16. No more lying to the citizens: significantly increasing employee pay, bonuses, benefits, and pensions, then telling the news media and the citizens it would “not cost the taxpayers a dime,” only to raise taxes months afterward significantly. The mayor thinks you’re stupid. She tells the news media that large increases in expenditures will have no impact on the budget, and she expects you to believe it.
17. Stop carrying excessive amounts in the reserve fund and using it as a non-accountable slush fund for non-budgeted expenses. The mayor continually has city staff underestimate incoming revenue, building up excessive reserves. Reserves of 35% are adequate for maintaining the AAA bond rating that then-Mayor Steve Brown obtained 20 years ago. The current mayor keeps around 60% in reserves. Instead of using the excess funds to offset your property taxes in the following year, they spend the funds down on unbudgeted items.
18. No more real estate developer political action committees having undue influence on our local government ordinances and policies, and it's time to start protecting our neighborhoods. Our established neighborhoods are treated as unwanted stepchildren. Steve Brown has a proven track record of giving priority to our existing neighborhoods and protecting them from unwanted development that could jeopardize residential property values.
19. No more backdoor hidden governance like the “speedhump” debacle that was initiated without a single public vote of the city council, and granting variances in violation of state law. No more violations of the Georgia Open Meetings Act and the Open Records Act. The mayor has significantly more experience, 12 years as a government official, than the newbies on the city council. She knows the law, inside and out, yet she has repeatedly broken it over and over again. She has had four city managers in four years, as they all jump ship, so they do not get tagged by her behavior.

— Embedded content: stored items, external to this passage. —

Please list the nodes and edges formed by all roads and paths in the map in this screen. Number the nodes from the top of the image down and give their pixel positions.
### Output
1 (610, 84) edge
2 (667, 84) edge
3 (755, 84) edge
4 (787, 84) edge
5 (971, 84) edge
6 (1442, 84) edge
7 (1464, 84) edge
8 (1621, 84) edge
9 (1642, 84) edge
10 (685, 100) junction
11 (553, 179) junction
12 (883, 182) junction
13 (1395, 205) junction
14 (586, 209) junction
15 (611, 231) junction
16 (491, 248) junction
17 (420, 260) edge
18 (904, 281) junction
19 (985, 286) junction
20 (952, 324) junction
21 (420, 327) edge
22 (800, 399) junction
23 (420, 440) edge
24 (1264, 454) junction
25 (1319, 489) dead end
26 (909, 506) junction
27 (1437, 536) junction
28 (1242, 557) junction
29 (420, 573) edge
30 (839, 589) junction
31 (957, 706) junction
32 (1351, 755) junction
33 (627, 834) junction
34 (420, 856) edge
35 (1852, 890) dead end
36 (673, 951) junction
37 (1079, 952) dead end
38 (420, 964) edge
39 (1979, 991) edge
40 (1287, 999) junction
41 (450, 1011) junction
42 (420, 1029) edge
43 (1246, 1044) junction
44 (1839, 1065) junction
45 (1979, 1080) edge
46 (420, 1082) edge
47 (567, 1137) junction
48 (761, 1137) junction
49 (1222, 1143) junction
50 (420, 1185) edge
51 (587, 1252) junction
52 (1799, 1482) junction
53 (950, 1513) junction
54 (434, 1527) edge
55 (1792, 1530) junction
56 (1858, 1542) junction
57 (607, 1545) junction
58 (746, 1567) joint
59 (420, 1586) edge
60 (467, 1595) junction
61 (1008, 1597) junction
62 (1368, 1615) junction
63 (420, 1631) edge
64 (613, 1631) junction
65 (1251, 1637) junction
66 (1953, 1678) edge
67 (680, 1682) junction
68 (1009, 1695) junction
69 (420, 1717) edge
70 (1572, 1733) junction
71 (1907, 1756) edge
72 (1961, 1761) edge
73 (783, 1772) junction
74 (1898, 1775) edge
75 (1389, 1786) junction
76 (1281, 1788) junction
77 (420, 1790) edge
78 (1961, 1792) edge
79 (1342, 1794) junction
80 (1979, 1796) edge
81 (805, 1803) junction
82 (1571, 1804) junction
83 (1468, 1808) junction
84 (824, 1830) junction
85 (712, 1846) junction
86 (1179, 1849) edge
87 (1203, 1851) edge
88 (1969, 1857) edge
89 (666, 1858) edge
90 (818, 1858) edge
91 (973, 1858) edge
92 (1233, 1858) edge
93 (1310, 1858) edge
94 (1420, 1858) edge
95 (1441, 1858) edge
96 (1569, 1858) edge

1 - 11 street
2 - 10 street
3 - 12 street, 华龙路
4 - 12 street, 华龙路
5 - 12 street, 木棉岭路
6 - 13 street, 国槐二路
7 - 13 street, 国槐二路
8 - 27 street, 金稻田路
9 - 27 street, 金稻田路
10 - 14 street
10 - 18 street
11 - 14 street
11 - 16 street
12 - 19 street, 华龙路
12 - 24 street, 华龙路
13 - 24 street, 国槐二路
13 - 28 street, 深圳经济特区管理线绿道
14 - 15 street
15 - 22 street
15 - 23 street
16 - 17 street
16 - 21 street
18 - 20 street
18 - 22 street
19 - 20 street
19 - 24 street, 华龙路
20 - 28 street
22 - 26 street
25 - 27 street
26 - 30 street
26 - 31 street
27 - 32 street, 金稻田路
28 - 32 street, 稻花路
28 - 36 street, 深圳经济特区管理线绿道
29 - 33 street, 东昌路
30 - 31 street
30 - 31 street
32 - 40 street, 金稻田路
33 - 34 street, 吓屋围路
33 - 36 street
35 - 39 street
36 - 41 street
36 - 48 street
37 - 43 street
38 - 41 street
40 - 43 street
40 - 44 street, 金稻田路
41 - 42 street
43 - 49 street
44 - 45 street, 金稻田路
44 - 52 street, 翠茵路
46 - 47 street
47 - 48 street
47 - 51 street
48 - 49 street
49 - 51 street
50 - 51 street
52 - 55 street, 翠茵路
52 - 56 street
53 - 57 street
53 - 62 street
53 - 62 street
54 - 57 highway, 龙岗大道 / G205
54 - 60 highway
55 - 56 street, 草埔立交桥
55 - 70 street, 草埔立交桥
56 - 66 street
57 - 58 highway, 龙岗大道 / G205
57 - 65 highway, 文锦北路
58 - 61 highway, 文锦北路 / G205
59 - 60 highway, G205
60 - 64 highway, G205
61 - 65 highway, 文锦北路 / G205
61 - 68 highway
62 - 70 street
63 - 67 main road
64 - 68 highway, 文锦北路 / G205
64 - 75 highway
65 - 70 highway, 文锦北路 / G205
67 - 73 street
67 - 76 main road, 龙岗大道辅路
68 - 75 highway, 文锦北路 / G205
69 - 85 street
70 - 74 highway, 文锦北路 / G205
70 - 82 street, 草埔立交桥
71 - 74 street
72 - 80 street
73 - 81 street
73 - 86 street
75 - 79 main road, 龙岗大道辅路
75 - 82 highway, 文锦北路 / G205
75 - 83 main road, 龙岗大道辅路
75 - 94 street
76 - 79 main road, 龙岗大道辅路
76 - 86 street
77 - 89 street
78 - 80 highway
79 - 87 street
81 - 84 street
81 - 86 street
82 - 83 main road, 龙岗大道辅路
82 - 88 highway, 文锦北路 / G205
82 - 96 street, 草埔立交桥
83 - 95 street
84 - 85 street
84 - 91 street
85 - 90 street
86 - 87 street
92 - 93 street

20. Make all public city meetings citizenry-centered again. Solicit public opinion, recognize citizen achievement in meetings, and create volunteer opportunities for public participation. You cannot make this stuff up! The mayor actually used nearly $80,000 of your tax dollars on a foreign company with a suspicious reputation to use their proprietary algorithm to determine what you, the constituents, are thinking, at the same time she is heavily restricting citizen speech at council meetings and refusing to allow citizens to put items on meeting agendas. Beyond recognizing the winners of the city-run July 4th parade, the mayor’s meeting agendas are devoid of celebrating any of our citizens’ achievements. It’s appalling. We have so many men, women, and children excelling in all facets of life, and the mayor refuses to offer any official recognition at the council meetings (except for personal selfies at events during an election year). We need to return back to the days when the local government acknowledged and encouraged outstanding achievement by our citizens.
21. We know why all of the mayor’s chosen city council candidates keep losing. We did not move to Peachtree City for an urbanized setting like the other sprawling counties in metro Atlanta. We want a city that attracts quality, civic-minded families that demand low crime and excellent schools. For some reason, our last two mayors have a homogenized vision of emulating the other counties and their massive congestion, loads of dense multi-family complexes, and failing schools. We used to be the example for the rest of the state. Let’s get the city back on track.